Improve communication with contributors on the issue tracker and PRs (Language summit follow up)

I created an issue on the core-workflow tracker to add “valid” and remove “invalid”. This particular proposal can be discussed there:

2 Likes

First we should reach an agreement on the goals and the semantics of this new label, then we can apply it accordingly. Most of the open issues are already triaged/acknowledged, so they won’t need the label. We could still add it to issues with no replies or that lack certain labels (e.g. type-*).

My goal was to make sure that all new issues get looked at by a triager and/or core dev. The untriaged label can be used to automatically mark these new issues, so that triagers can look for them.
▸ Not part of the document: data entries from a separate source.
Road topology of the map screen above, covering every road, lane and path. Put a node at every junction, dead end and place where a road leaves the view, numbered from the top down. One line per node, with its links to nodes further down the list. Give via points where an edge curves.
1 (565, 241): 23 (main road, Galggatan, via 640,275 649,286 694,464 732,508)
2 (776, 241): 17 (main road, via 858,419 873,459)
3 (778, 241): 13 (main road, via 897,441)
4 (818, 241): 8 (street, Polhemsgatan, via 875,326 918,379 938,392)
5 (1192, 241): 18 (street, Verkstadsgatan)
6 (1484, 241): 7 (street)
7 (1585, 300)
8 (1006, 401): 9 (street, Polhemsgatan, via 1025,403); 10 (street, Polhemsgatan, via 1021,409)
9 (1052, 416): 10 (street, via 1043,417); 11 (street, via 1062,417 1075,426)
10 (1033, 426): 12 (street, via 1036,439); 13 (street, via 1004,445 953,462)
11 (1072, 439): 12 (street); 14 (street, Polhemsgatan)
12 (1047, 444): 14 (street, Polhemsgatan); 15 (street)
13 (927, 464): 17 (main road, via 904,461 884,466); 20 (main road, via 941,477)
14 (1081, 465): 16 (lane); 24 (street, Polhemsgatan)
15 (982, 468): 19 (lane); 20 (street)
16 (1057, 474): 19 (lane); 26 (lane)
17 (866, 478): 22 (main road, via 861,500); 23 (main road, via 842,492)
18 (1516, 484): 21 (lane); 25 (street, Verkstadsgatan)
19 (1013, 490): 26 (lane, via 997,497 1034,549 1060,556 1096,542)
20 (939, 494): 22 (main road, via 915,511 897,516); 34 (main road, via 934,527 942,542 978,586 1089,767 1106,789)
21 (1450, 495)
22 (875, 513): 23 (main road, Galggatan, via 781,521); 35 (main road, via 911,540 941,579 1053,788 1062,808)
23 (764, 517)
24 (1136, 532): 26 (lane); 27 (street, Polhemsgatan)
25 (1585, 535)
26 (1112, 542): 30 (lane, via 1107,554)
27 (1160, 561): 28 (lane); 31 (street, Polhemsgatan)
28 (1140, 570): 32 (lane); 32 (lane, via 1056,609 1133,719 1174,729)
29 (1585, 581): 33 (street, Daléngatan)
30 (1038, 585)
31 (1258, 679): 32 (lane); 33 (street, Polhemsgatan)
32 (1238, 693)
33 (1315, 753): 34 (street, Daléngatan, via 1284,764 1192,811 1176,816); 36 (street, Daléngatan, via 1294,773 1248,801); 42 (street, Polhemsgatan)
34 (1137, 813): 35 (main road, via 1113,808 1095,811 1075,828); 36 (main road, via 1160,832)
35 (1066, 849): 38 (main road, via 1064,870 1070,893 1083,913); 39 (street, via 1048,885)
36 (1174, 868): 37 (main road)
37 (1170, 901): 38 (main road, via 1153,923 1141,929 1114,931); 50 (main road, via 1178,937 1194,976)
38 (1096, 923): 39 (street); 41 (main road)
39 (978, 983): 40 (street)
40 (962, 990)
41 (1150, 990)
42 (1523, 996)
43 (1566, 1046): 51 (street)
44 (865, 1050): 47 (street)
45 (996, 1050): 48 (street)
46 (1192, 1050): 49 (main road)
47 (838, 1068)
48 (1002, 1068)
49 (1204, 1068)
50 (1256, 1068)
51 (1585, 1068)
Triagers can decide to remove the label or ping the relevant experts and let them remove it.

That’s not the goal of the “acknowledged/valid” label, so can we discuss that on a different thread?

“looked at by a triager/core dev” or “has an expert-*” label is a much lower bar than what we are discussing for this new label.

There is some overlapping though: if the issue has been triaged and the untriaged label removed, it’s implicitly valid/accepted (otherwise it would have been closed).

I don’t think so. Most triage work doesn’t go as far as determining whether the issue is valid. For example, putting an “expert-asyncio” label just means the issue is related to asyncio. It doesn’t mean that the user didn’t misunderstand the output and reported a valid bug that needs to be fixed.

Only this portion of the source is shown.